Tartu's budget is expected to increase by €16 million next year which will see wage increases for teachers, cultural and social workers, as well as focusing on schools and improving living and business environments.
The City Government of Tartu has submitted the draft budget for 2020 to the City Council of Tartu, which totals €208.1 million.
The focus of next year's budget are schools and nursery schools, a better living and business environment, and preparations for the Tartu 2024 European Capital of Culture programme.
"Energy efficient and convenient public transportation, secure connecting roads in the form of the Riia Street viaduct and tunnels, and several cycle and pedestrian tracks, the renewal of streets in the heart of the city, the thorough renovation of street lighting in Annelinn, improved access and better parking conditions in the vicinity of the nine storey buildings of Mõisavahe," were cited by Mayor Urmas Klaas as examples of many of the investments affecting the residents of Tartu and development of the living environment.
The mayor noted that educatin expenditures amount to 51 percent of the city's budget.

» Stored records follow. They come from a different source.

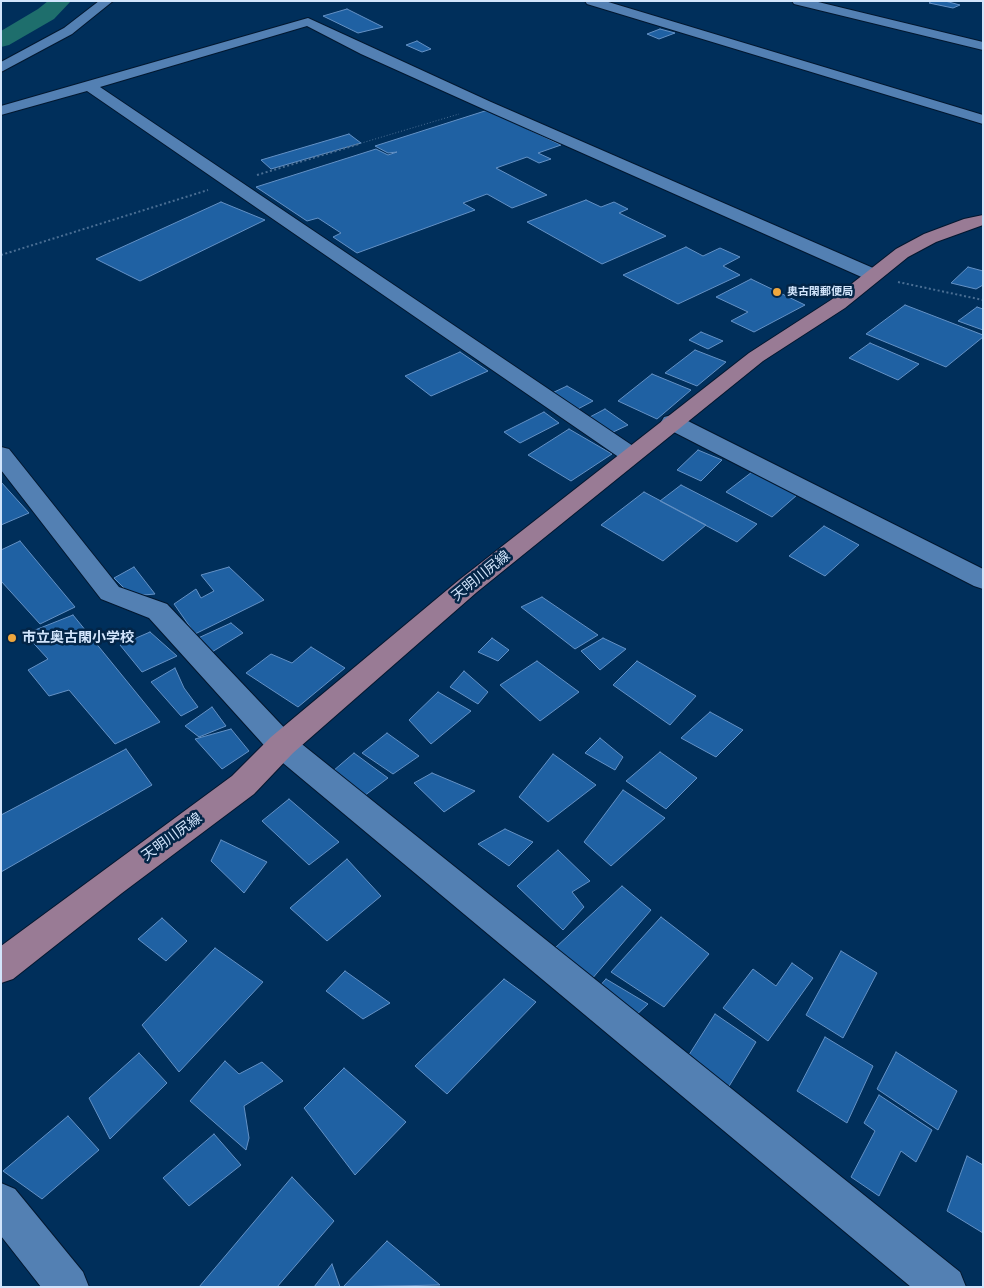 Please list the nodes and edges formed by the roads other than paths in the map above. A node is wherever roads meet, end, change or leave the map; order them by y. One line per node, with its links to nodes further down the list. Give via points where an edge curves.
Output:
1 (91, 1): 4 (street)
2 (591, 1): 9 (street)
3 (798, 1): 5 (street)
4 (106, 2): 6 (street, via 68,31)
5 (983, 46)
6 (1, 68)
7 (88, 85): 8 (street); 11 (street, via 308,22 486,105); 14 (street)
8 (1, 111)
9 (983, 120)
10 (983, 220): 11 (main road, 天明川尻線, via 930,238 902,253)
11 (873, 275): 12 (main road, 天明川尻線, via 838,304 756,356)
12 (672, 422): 14 (main road, 天明川尻線); 15 (street)
13 (1, 454): 16 (street, via 110,593 158,611)
14 (631, 455): 16 (main road, 天明川尻線, via 468,586)
15 (983, 580)
16 (282, 745): 17 (main road, 天明川尻線, via 243,785); 20 (street)
17 (1, 967)
18 (1, 1203): 19 (street)
19 (68, 1287)
20 (945, 1287) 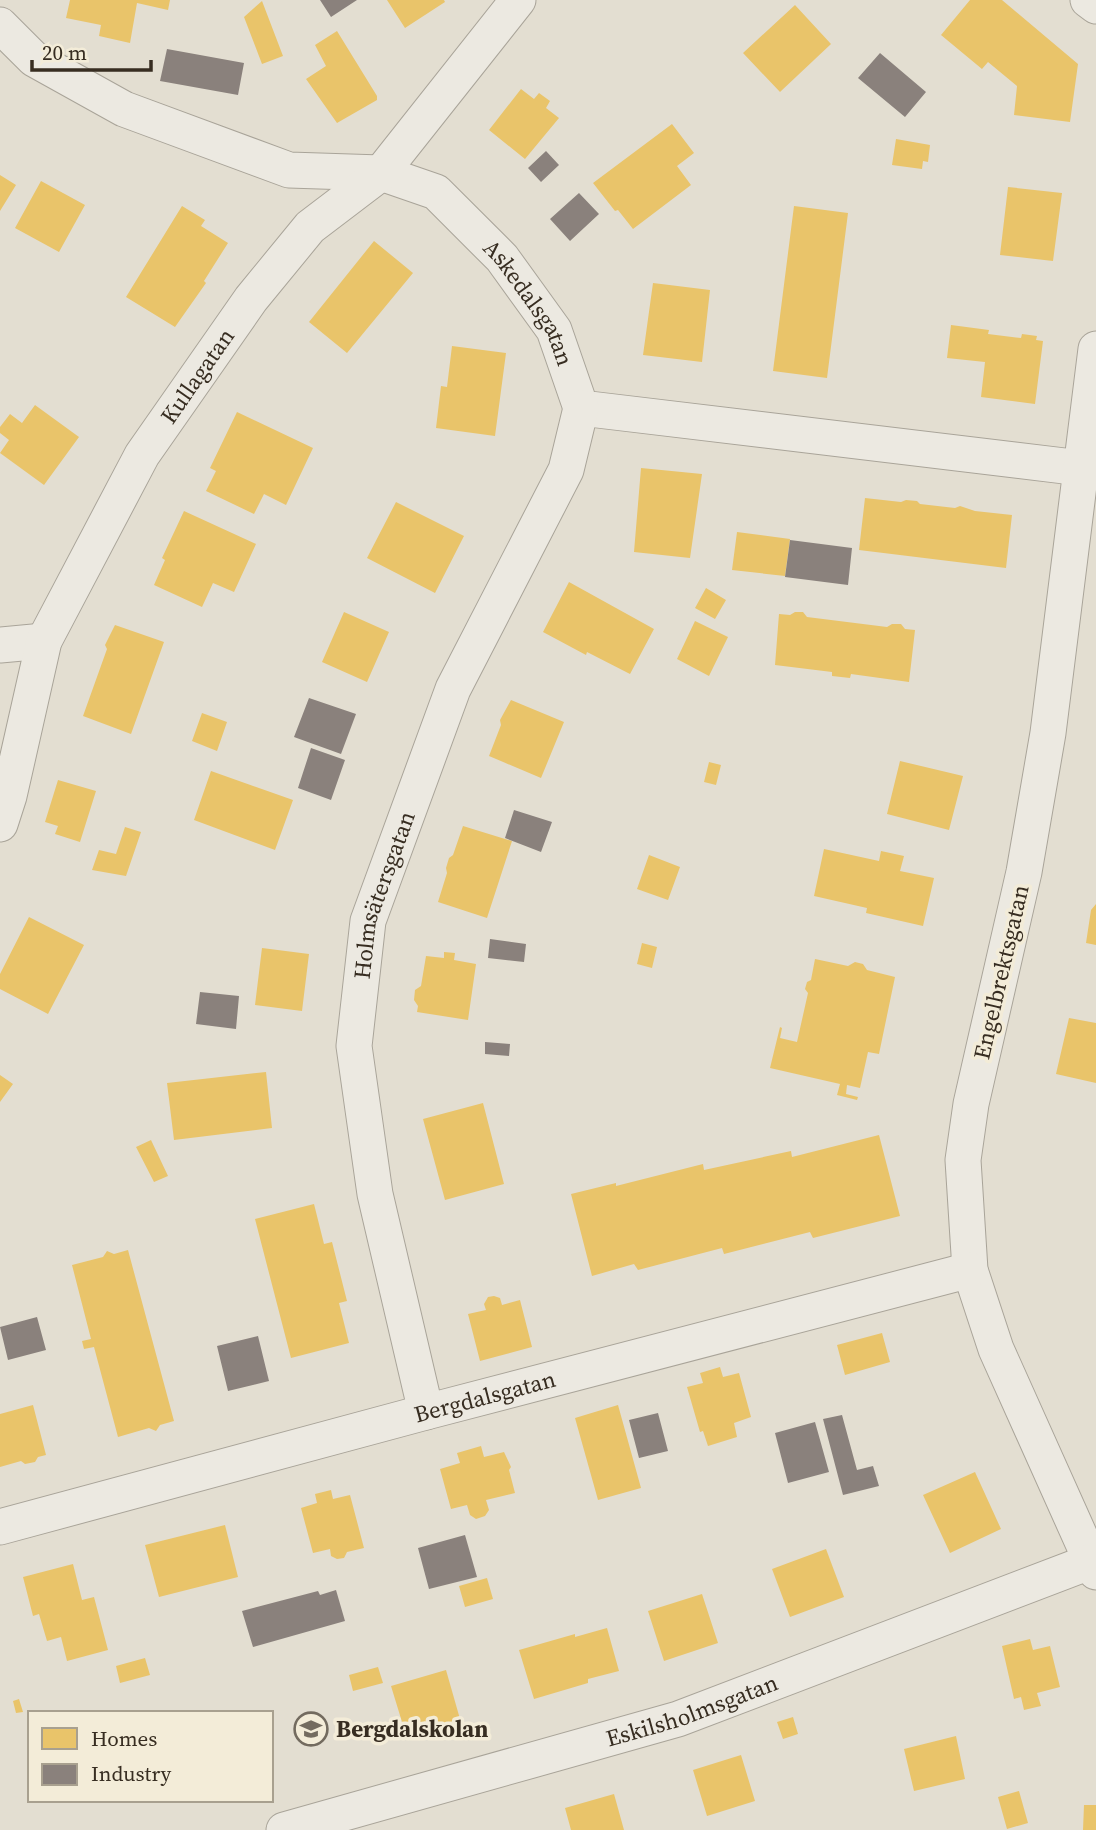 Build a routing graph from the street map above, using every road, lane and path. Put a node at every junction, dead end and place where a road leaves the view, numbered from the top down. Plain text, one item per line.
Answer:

In total, €14 million in investments are planned. "The city will continue implementing the school renovation plan – on Sept. 1, 2020, the city's largest school, the entirely renovated Annelinn Upper Secondary School will open its doors – and design work on the Kroonuaia School will begin. The Pääsupesa Nursery School and group rooms at several nursery schools will be renovated," said the mayor.
The focus in the social and health fields will be support for growing old in a dignified manner, improving the living conditions of disabled people, and developing lifesaving capabilities for residents.
Home care will be increased, preparations will be made for the construction of the Nõlvaku Nursing Home, and a strategic document for aging in a dignified manner will be prepared.
In addition, the number of dwellings of disabled people to be adapted to suit their residents' needs will be greater than originally planned. In the same way, approximately 1,300 students from the graduating classes of Tartu's basic schools will receive lifesaving first aid training. The city will build two social housing buildings on Tüve Street.
Preperations for the city becoming 2024 European Capital of Culture and preparations for the programme have be factored into the budget. Preparations for the cultural centre project in the heart of the city will also continue. In order to create better opportunities for city residents to enjoy athletic and recreational activities, construction of the Annemõisa indoor football hall will begin, along with the construction of a new playground and athletic field in Annelinn. Together with the construction of the barge workshop, the shoreline of the Emajõgi River will be revitalised, a press release said.
The city will continue to build cycle and pedestrian tracks. The cycle and pedestrian track in the direction of Vaksali Street – Estonian University of Life Sciences – Waldorf School and the Rahinge-Ilmatsalu cycle and pedestrian track will be completed. In the city centre, repairs to Vanemuise and Ülikooli streets will continue and work will begin on the construction of the Riia Highway viaduct and tunnels.
Additional investments will be made to develop the Smart Bike Share system, which has been very well received by city residents. Greater attention will be paid to the city's green areas and parks, for which maintenance plans will be prepared. The city will also support the development of community-based city gardening.
A wage increase is also planned for school teachers, nursery schools, cultural and social workers.
Next year's budget will grow by €16 million, or more than 8 percent in comparison with the city's initial budget for 2019.